[Supplied data Boundary: Start]

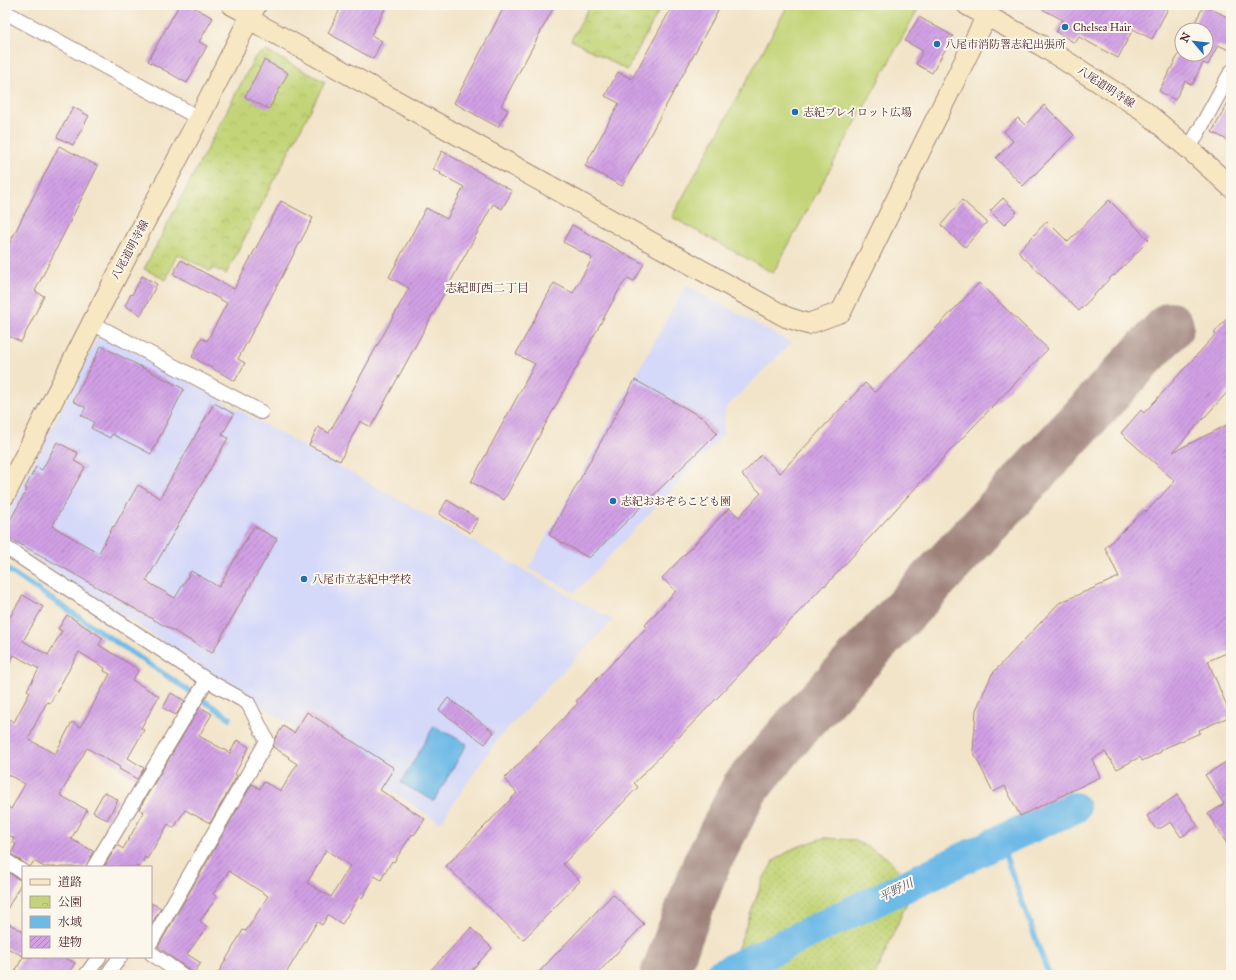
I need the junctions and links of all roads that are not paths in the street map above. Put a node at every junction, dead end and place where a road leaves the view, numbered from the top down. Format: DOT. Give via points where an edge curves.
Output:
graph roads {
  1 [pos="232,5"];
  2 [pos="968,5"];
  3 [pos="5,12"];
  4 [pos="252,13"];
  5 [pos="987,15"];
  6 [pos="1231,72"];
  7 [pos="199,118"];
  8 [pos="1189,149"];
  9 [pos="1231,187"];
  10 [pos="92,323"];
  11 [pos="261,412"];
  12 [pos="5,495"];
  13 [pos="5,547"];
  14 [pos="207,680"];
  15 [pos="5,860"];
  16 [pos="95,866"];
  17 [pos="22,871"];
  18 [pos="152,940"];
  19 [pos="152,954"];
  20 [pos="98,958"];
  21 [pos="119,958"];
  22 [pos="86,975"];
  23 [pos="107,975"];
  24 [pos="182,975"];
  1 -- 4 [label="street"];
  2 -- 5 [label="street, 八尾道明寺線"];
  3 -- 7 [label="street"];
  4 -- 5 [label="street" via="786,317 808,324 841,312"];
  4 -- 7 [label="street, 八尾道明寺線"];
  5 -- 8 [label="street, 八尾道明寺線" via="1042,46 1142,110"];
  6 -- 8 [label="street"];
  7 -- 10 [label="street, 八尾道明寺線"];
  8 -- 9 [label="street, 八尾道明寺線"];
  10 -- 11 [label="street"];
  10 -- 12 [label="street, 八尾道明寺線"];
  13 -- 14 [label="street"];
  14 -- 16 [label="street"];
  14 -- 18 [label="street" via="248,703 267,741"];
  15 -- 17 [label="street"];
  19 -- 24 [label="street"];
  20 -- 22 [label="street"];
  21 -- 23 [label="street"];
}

[Supplied data Boundary: End]

**What you should do:** Excluding the pictures, transcribe all of the entries exactly.

**Task solution:**
I need the junctions and links of all roads that are not paths in the street map above. Put a node at every junction, dead end and place where a road leaves the view, numbered from the top down. Format: DOT. Give via points where an edge curves.
Output:
graph roads {
  1 [pos="232,5"];
  2 [pos="968,5"];
  3 [pos="5,12"];
  4 [pos="252,13"];
  5 [pos="987,15"];
  6 [pos="1231,72"];
  7 [pos="199,118"];
  8 [pos="1189,149"];
  9 [pos="1231,187"];
  10 [pos="92,323"];
  11 [pos="261,412"];
  12 [pos="5,495"];
  13 [pos="5,547"];
  14 [pos="207,680"];
  15 [pos="5,860"];
  16 [pos="95,866"];
  17 [pos="22,871"];
  18 [pos="152,940"];
  19 [pos="152,954"];
  20 [pos="98,958"];
  21 [pos="119,958"];
  22 [pos="86,975"];
  23 [pos="107,975"];
  24 [pos="182,975"];
  1 -- 4 [label="street"];
  2 -- 5 [label="street, 八尾道明寺線"];
  3 -- 7 [label="street"];
  4 -- 5 [label="street" via="786,317 808,324 841,312"];
  4 -- 7 [label="street, 八尾道明寺線"];
  5 -- 8 [label="street, 八尾道明寺線" via="1042,46 1142,110"];
  6 -- 8 [label="street"];
  7 -- 10 [label="street, 八尾道明寺線"];
  8 -- 9 [label="street, 八尾道明寺線"];
  10 -- 11 [label="street"];
  10 -- 12 [label="street, 八尾道明寺線"];
  13 -- 14 [label="street"];
  14 -- 16 [label="street"];
  14 -- 18 [label="street" via="248,703 267,741"];
  15 -- 17 [label="street"];
  19 -- 24 [label="street"];
  20 -- 22 [label="street"];
  21 -- 23 [label="street"];
}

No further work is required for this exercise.